Speech at the Chief of Defense Staff Parade

Support and Service Battalion, Teteron Barracks, Chaguaramas, Friday 14th December, 2018

Good morning:
Everyone loves a parade. Crisp, spotless uniforms, spiffy, mirror-finish boots gleaming in the sun, synchronised movements to march rhythm. What’s there not to love?

One reason we enjoy a parade is that it gives us a sense of order, discipline and regularity; that everybody knows what to do and is doing it the right way, at the right time. However, my question for you today is, does this morning’s impressive display of military splendour and precision truly and accurately reflect what’s going on under the surface in the everyday experiences of the Defence Force?

As your Commander-in-Chief, equal to the pride I felt as I took the salutes of the detachments of the different formations, is my concern with your true state of affairs. Not long after my inauguration, I received a message from a concerned citizen who wanted me to know that soldiers ‘under my command’ as she put it, were not receiving proper meals even though money was being deducted from their salaries for that purpose. And closer to home, I have observed that the personnel posted within the four walls of my residence often receive meals about which, they are less than enthusiastic. Let us just say that I am now familiar with the concept of macaroni pelau.

I trust that the top brass of the Defence Force and those outside it who have responsibility for the welfare of the armed forces, are making every effort to ensure that the cohort is being adequately nourished; not necessarily with ham, jam and lamb, even though we are in the height of the Christmas season, but with well-balanced, nutritious meals that would allow the men and women to carry out the functions expected of them.

I don’t know if I am more ‘hands-on’ than former Commanders-in Chief, but I do take the position seriously, even personally. Recently, a citizen wrote to me about the inconsiderate and careless driving of a Defence Force vehicle along the Cocorite stretch. I did my duty, as I saw it, and conveyed his concerns, and mine, to the then Ag CDS. I am pleased to inform you that the matter was investigated promptly, necessary action taken, and a report given to me in record time. I was able to write to the citizen informing him that the Defence Force had taken the matter seriously and the errant driver had been disciplined. Small thought it may seem, this is the type of response that builds public confidence in the armed forces.

In another instance, I received a letter from one of your number, despairing of dire financial and emotional circumstances. While I must report that through the good offices of your Chief of Defence Staff, there has been some mitigation, I remain concerned that the first resort that came to the person’s mind was not within the Defence Force.

It is well known that working in the armed forces is one of the most stressful jobs in the world; it is hard on both the individual and the family. The very nature of military service demands a particular kind of sacrifice. Physically demanding operations, monotonous duties and long periods away from family, are but some features of the military life. This necessitates a robust, effective Employment Assistance programme specific to the unique needs, circumstances and demands of this environment, especially since members of the Defence Force are held to a higher standard than other segments of the population and as you are seen as a single entity: when one of you is found wanting, all of you are tarred with same brush.

The toll of life in the armed forces can be too much to bear, moreso when coupled with personal pain.
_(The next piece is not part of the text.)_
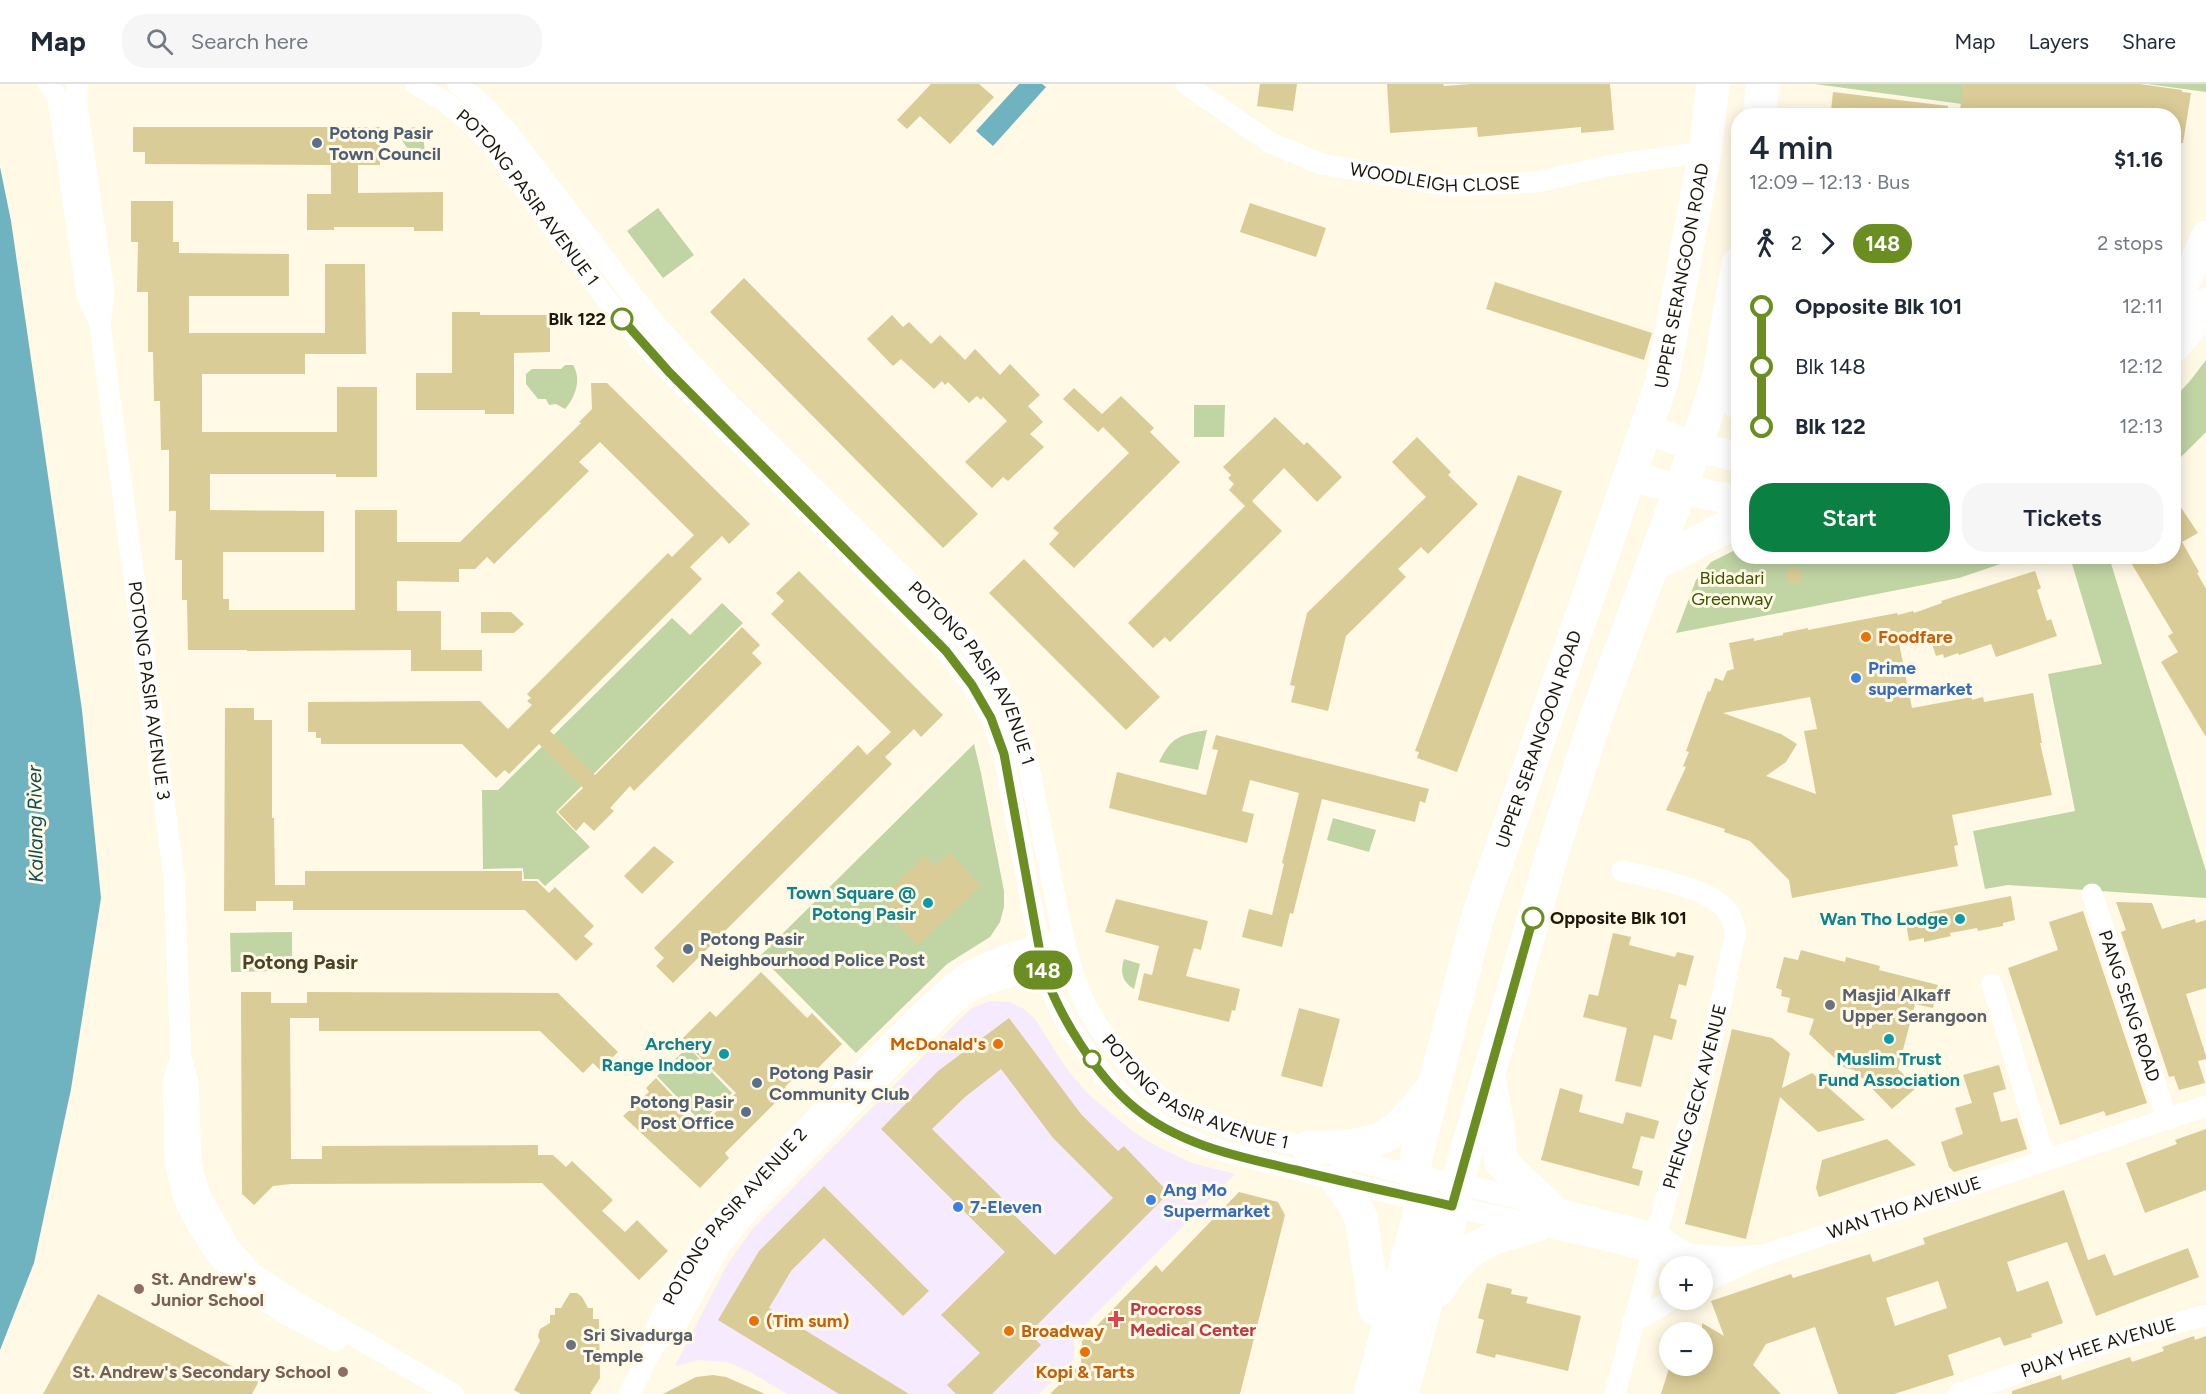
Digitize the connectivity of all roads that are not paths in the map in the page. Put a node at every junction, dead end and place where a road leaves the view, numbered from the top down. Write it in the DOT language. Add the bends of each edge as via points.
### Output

Sadly, this year two soldiers attempted to take their lives, with only one surviving the attempt. The stereotypical image of the “rough and tough” soldier often prevents members of the military from seeking assistance, even when they need it desperately. I encourage any of you who is suffering from personal or professional challenges to seek help. There is nothing shameful about needing or asking for support to tackle the trials and vicissitudes of life. I applaud the ongoing development of a program to expand further the capacity of the military to address such issues. When it has been properly established, please do not hesitate to take advantage of the various forms of assistance on offer.

Notwithstanding the trials of 2018, the Defence Force has managed to faithfully defend Trinidad and Tobago against internal and external threats, secure our national interests and provide support to State and Non-State agencies pursuant to national development.
The critical role played by the armed forces in drug and ammunition interdiction and irregular migration at our borders bolsters the ongoing efforts of the police service in the fight against crime. Prison officers sleep a little easier knowing that their counterparts in the Defence Force “have their back”. This type of support is critical to alleviating the fear that has gripped many in the prisons community and your response to this matter of national concern is praiseworthy.

Your assistance was not confined to the other services, civilians also benefitted from your aid. The hard work you put in in assisting government ministries and state enterprises in preventing illegal quarrying and cultivation has not gone unremarked.

Your humanitarian work is also legendary. We citizens commended the diligence and commitment of their armed forces during and following the recent devastating floods which affected entire communities. Your involvement in conducting damage assessments, distributing much-needed relief items and evacuating persons-at-risk was greatly appreciated and justly praised.

I was both exasperated and amused by the calls made by a Member of Parliament, who should have known better, and members of the public whose ignorance can be forgiven, respectively, for me, as Commander-in-Chief, to order the military into action at that trying time. They did not know that my title is purely ceremonial, and that I can give no such order, but by now, citizens would have realised that the Trinidad and Tobago Defence Force does not need prompting to act in a compassionate way – your swift response spoke for itself.

The professionalism and diligence of the members of the armed forces of Trinidad and Tobago are also evident in those who work at the Office of the President in varying capacities. I have found them to be, without exception, courteous, helpful and disciplined in the execution of their duties.

Another achievement, in which we can all take pride, is the progress that has being made with respect to having greater gender equality in the armed forces. More and more women have joined the military since the first batch of 33 pioneers in 1980. It is perhaps no coincidence that the first female Commander-in-Chief should be ably supported by the first female Aide-de-Camp, who, incidentally, was among those early recruits.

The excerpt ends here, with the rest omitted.